Activity> How many of the lines in the data contain "middle"? Give only the number.

Human pose images with coordinates:

=== Begin Enclosure ===

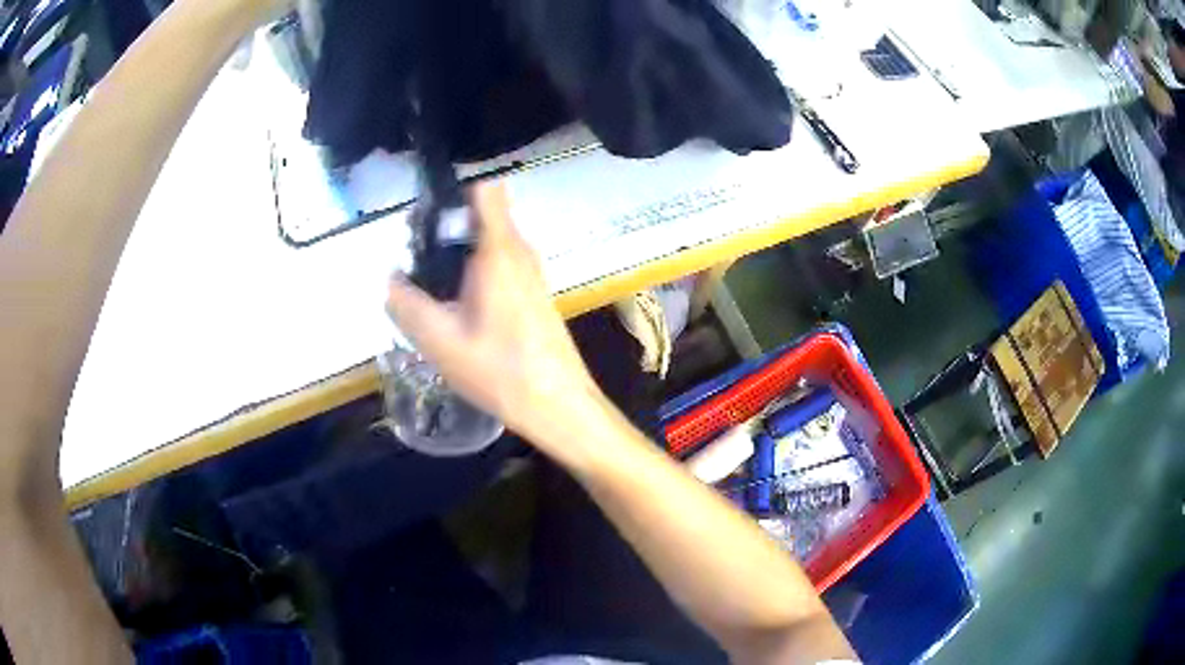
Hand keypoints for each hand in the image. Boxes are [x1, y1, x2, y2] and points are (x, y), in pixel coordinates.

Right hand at [386, 183, 601, 449]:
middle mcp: (519, 252)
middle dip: (444, 231)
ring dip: (457, 256)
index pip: (484, 191)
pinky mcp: (534, 294)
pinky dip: (475, 274)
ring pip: (489, 243)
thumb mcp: (441, 342)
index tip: (424, 222)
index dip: (452, 195)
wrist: (560, 406)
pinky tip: (459, 312)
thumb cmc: (501, 372)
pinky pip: (499, 266)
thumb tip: (391, 280)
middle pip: (480, 217)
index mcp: (499, 251)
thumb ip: (408, 306)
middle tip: (415, 264)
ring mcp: (531, 273)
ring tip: (431, 292)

=== End Enclosure ===

Solution to this exercise> 4